Restate each line below word for word, skipping every picture.

Records from a dataset
--------------------------------

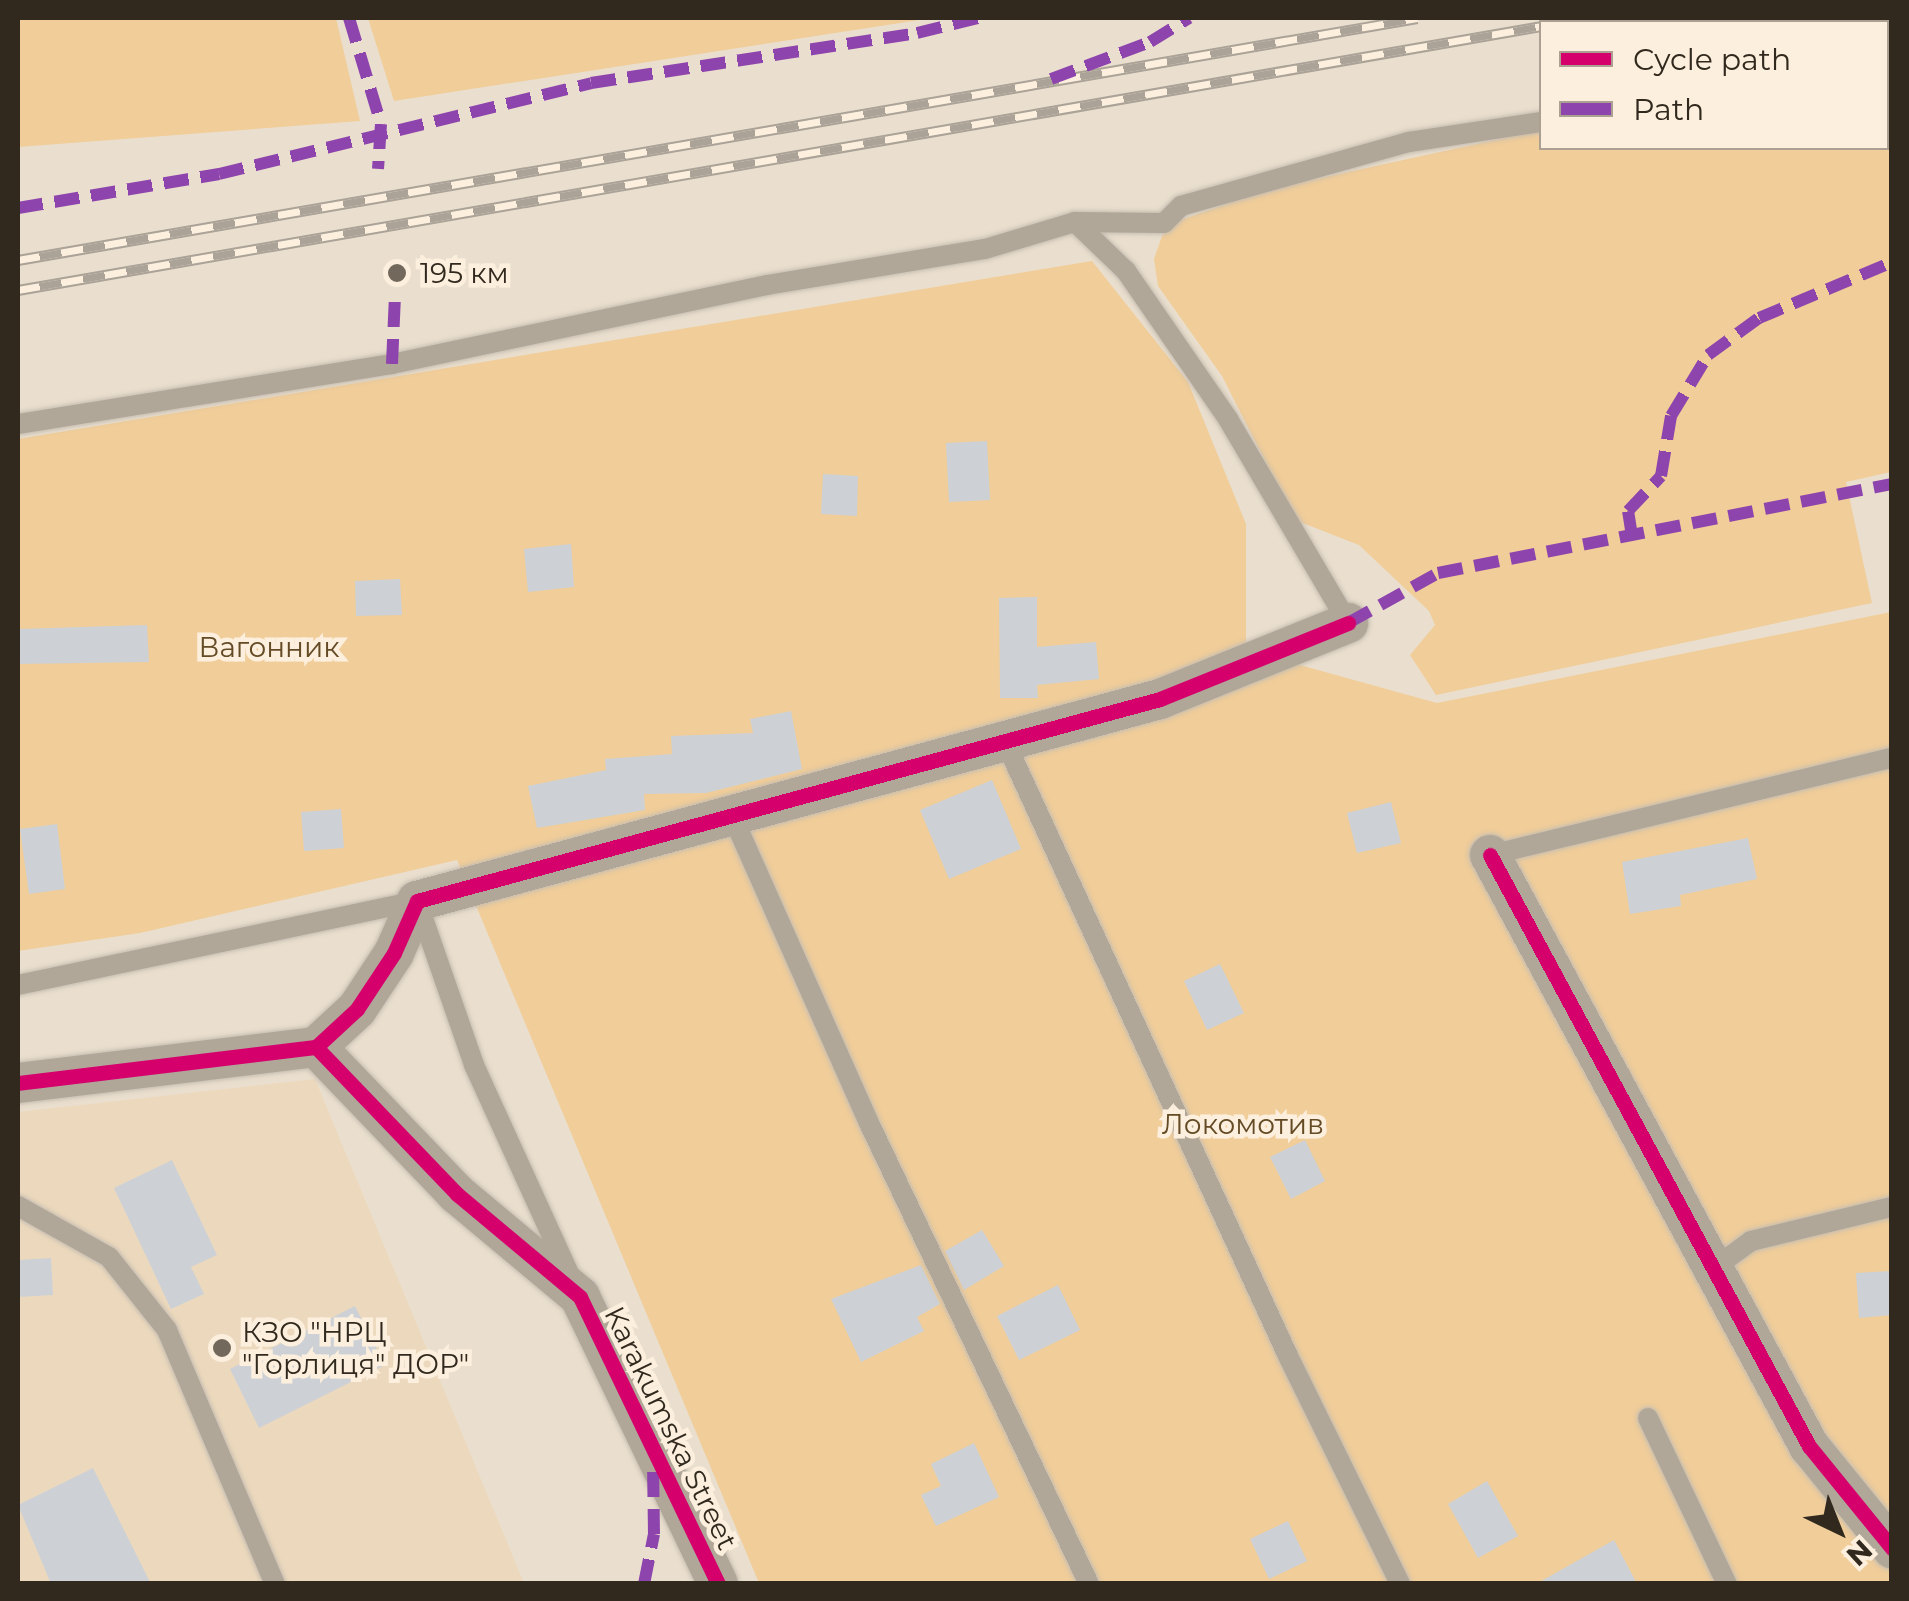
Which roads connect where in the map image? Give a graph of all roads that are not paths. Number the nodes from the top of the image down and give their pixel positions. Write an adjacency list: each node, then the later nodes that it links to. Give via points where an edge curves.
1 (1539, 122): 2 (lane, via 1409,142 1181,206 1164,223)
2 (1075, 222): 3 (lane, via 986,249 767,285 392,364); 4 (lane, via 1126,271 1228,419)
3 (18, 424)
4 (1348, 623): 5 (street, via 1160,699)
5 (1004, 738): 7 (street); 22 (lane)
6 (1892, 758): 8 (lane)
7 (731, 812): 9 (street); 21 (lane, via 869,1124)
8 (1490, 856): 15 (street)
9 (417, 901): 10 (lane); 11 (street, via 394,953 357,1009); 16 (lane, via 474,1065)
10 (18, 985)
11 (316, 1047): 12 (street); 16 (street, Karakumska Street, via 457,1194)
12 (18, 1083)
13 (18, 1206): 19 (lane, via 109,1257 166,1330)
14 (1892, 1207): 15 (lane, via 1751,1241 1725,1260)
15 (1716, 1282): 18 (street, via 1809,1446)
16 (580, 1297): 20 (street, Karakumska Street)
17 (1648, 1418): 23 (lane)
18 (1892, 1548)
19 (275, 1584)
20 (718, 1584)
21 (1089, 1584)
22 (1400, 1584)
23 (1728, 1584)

--------------------------------

ANSWER TO THIS TASK
Which roads connect where in the map image? Give a graph of all roads that are not paths. Number the nodes from the top of the image down and give their pixel positions. Write an adjacency list: each node, then the later nodes that it links to. Give via points where an edge curves.
1 (1539, 122): 2 (lane, via 1409,142 1181,206 1164,223)
2 (1075, 222): 3 (lane, via 986,249 767,285 392,364); 4 (lane, via 1126,271 1228,419)
3 (18, 424)
4 (1348, 623): 5 (street, via 1160,699)
5 (1004, 738): 7 (street); 22 (lane)
6 (1892, 758): 8 (lane)
7 (731, 812): 9 (street); 21 (lane, via 869,1124)
8 (1490, 856): 15 (street)
9 (417, 901): 10 (lane); 11 (street, via 394,953 357,1009); 16 (lane, via 474,1065)
10 (18, 985)
11 (316, 1047): 12 (street); 16 (street, Karakumska Street, via 457,1194)
12 (18, 1083)
13 (18, 1206): 19 (lane, via 109,1257 166,1330)
14 (1892, 1207): 15 (lane, via 1751,1241 1725,1260)
15 (1716, 1282): 18 (street, via 1809,1446)
16 (580, 1297): 20 (street, Karakumska Street)
17 (1648, 1418): 23 (lane)
18 (1892, 1548)
19 (275, 1584)
20 (718, 1584)
21 (1089, 1584)
22 (1400, 1584)
23 (1728, 1584)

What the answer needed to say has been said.